Nos últimos cinco anos o setor agroindustrial do Paraná passou a oferecer produtos com maior nível de elaboração. A constatação é do Instituto Paranaense de Desenvolvimento Econômico e Social (Ipardes). Segundo trabalho da economista Maria Lúcia de Paula Urban e pela socióloga Grácia Maria Viecelli Besen, o antigo modelo de agroindustrialização extensiva chegou ao limite e já começou a ser substituído.
De acordo com o Secretário de Indústria e Comércio, Eduardo Sciarra, apenas o processamento de bens primários não garante a viabilidade do setor. ‘‘Antes do processo de industrialização do Estado, faltava infra-estrutura e mão-de-obra que permitissem o desenvolvimento de uma agroindústria de ponta. Agora as condições mudaram’’, disse.
InvestimentosDesde 1996 o Paraná atraiu R$1,1 bilhão em investimentos na agroindústria. Foram inauguradas 35 novas empresas no setor, que geram 14,3 mil empregos. No dia 26 o governo do Paraná lançou, em Curitiba, o programa Paraná Agroindustrial, que organizará o desenvolvimento da agroindústria em sete cadeias produtivas do Estado. Milho, soja, mandioca, suinocultura, avicultura, trigo e cana-de-açúcar terão projetos específicos de incentivo para agroindústria local.
Como exemplo da necessidade de mudança na transformação de commodities agrícolas, Sciarra citou o caso do milho: ‘‘Se vender apenas o grão, o produtor conseguirá o preço de mercado, que é baixo, mas se transformar em amido e outros derivados, o valor pode ser multiplicado em 50 vezes’’. Para Sciarra, a participação da agroindústria intensiva na economia estadual tem condições de triplicar. ‘‘Creio que o Estado está aproveitando cerca de 30% do potencial que possui nesse setor.’’
SubstituiçãoSegundo as pesquisadoras do Ipardes, o agronegócio ainda é o principal vetor da economia paranaense. O motivo da transformação do setor é o esgotamento da fronteira agrícola do Estado. A tendência atual é de empresas processadoras de grãos, que fazem a primeira transformação, transfiram-se para o Centro-Oeste do País, onde a produção de commodities é mais barata.
Em substituição às esmagadoras de soja ou moedoras de café, os novos investimentos agroindustiais caracterizam-se pela agregação de valor ao produto final. Os principais exemplos são laticínios finos, de longa vida e bebidas prontas, café solúvel, hortifrutis congelados e confeitos.
A Schreiber Foods Incorporate, dos Estados Unidos, investiu US$8 milhões em uma unidade de fabricação de queijo processado no município de Rio Azul.
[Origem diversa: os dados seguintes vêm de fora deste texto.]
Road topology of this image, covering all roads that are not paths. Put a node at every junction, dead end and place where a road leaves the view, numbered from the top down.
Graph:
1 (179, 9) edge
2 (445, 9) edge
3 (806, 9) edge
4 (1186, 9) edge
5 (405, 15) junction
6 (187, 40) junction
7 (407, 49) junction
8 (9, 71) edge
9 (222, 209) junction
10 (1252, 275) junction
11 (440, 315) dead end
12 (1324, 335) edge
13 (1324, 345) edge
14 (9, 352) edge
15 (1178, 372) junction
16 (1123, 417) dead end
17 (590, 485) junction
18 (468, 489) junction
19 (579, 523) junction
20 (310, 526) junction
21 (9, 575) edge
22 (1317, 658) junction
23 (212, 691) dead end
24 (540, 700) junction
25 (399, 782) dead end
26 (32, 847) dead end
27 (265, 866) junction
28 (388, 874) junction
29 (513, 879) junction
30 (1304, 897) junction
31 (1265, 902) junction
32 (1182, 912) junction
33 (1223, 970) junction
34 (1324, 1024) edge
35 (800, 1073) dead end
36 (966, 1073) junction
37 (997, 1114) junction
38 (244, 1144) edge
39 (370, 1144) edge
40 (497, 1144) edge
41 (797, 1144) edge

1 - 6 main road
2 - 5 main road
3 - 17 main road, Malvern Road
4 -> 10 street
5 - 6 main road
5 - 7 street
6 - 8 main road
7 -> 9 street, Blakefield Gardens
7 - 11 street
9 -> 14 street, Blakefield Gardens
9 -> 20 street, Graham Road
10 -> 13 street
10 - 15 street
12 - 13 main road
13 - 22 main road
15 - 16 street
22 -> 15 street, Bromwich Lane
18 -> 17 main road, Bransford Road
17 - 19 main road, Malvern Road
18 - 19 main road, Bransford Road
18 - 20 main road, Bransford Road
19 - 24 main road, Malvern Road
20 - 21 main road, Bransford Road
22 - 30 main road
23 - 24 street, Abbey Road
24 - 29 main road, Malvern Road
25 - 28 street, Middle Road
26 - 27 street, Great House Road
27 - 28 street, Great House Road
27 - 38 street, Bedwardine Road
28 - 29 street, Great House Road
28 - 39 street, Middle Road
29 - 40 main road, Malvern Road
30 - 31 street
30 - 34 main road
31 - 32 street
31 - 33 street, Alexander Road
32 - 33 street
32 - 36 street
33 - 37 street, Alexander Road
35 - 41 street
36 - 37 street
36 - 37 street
A fábrica tem capacidade inicial de 5 mil toneladas ao ano e nos próximos cinco anos deve chegar a 12 mil toneladas. ‘‘Essa empresa produz queijo fatiado para a cadeia McDonald’s e compra a matéria-prima de pequenos laticínios locais. Sem concorrer com os produtores tradicionais da região, ela agrega valor a produtos agrícolas dentro do Estado’’, explicou o Secretário.
Outro exemplo é o da Companhia Cacique de Café Solúvel, de Londrina. Maior exportadora brasileira do setor, a empresa inaugurou este ano uma unidade para industrialização de café solúvel freeze-dried. Com isso, houve uma ampliação de 15% da capacidade de produção da empresa.